### REQUIRED WORK
From the first line to the last, set down the material exactly and drop every picture.

--------

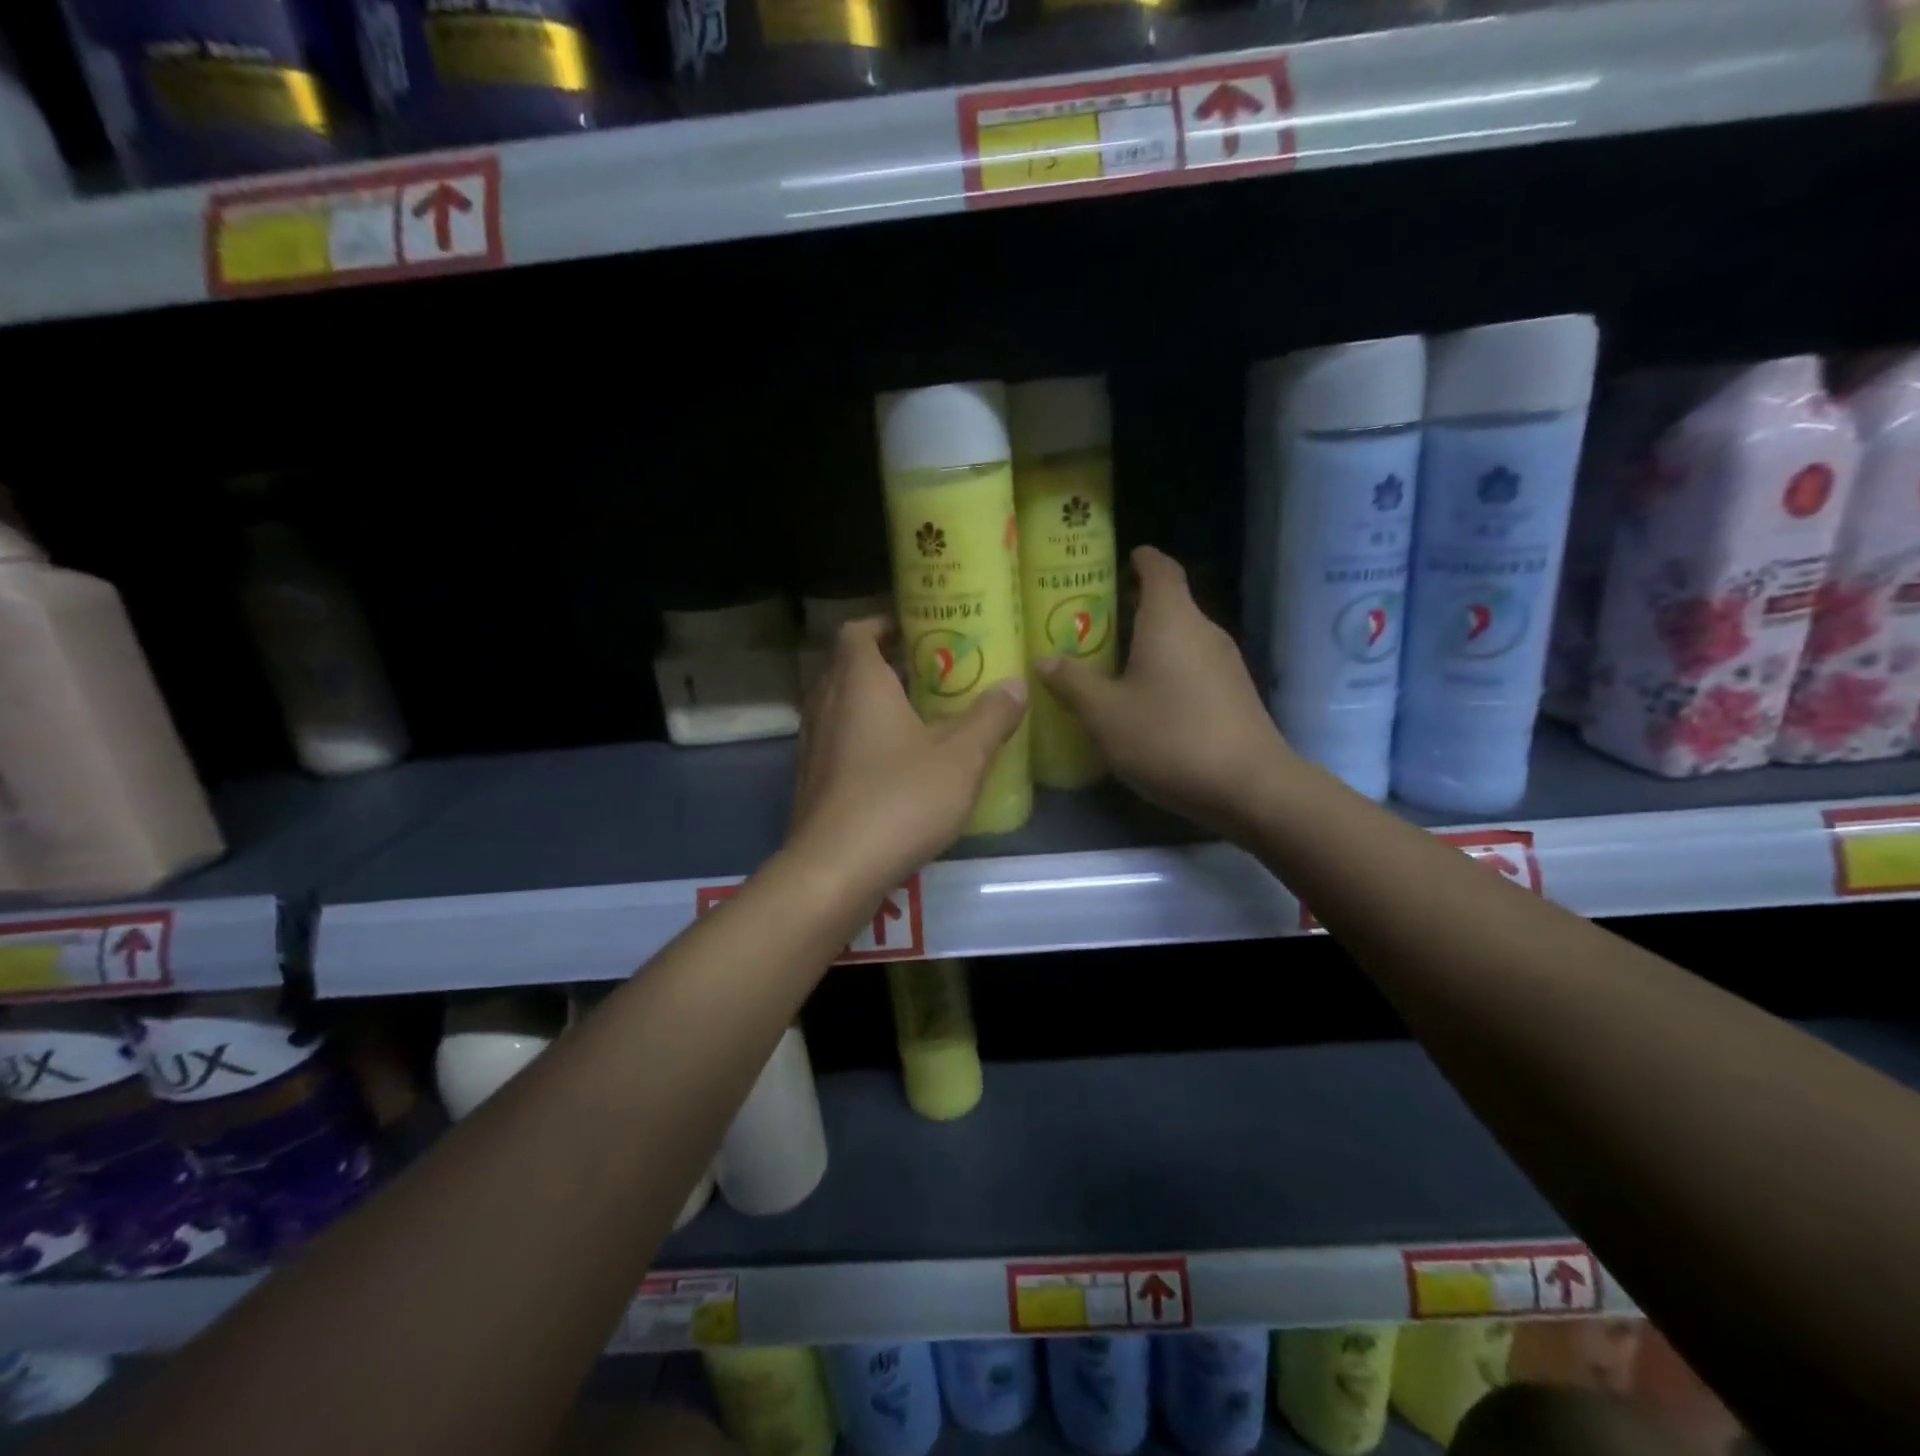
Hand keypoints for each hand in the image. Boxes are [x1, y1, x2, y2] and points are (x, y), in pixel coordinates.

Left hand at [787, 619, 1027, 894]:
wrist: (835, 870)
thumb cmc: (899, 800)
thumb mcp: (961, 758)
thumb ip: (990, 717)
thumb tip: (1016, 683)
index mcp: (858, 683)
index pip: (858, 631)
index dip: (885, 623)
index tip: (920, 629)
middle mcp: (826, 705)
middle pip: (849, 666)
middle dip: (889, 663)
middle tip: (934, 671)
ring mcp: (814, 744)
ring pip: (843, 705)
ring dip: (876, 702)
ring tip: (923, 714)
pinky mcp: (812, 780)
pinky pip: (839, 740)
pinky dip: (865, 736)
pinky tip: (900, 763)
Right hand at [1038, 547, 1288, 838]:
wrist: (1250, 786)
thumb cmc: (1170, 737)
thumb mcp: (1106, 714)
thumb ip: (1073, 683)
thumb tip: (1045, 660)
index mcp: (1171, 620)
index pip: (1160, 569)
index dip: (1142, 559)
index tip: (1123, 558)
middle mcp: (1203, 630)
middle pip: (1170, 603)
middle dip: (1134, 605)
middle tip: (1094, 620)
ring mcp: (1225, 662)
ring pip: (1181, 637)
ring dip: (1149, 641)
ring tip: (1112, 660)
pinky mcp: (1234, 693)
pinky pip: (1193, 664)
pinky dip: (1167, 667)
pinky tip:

--------

### YOUR SOLUTION
Hand keypoints for each hand in the image. Boxes are [x1, y1, x2, y2] and points are (x, y), in pixel coordinates.

Left hand at [787, 619, 1027, 894]:
wrist: (835, 870)
thumb cmc: (899, 800)
thumb mcp: (961, 758)
thumb ip: (990, 717)
thumb tip: (1016, 683)
index mcp: (858, 683)
index pip: (858, 631)
index dip: (885, 623)
index tip: (920, 629)
middle mcp: (826, 705)
middle pip: (849, 666)
middle dip: (889, 663)
middle tip: (934, 671)
ring mcp: (814, 744)
ring pip: (843, 705)
ring dip: (876, 702)
ring tip: (923, 714)
pinky mcp: (812, 780)
pinky pip: (839, 740)
pinky dip: (865, 736)
pinky tip: (900, 763)
Right hand at [1038, 547, 1288, 838]:
wrist: (1250, 786)
thumb cmc: (1170, 737)
thumb mcp: (1106, 714)
thumb ip: (1073, 683)
thumb tip: (1045, 660)
index mcp: (1171, 620)
index pip: (1160, 569)
index dip: (1142, 559)
index tip: (1123, 558)
middle mcp: (1203, 630)
middle pip: (1170, 603)
middle dip: (1134, 605)
middle tip: (1094, 620)
ring mcp: (1225, 662)
ring pip: (1181, 637)
ring dip: (1149, 641)
ring tip: (1112, 660)
pinky mcp: (1234, 693)
pinky pip: (1193, 664)
pinky dip: (1167, 667)
pinky tip:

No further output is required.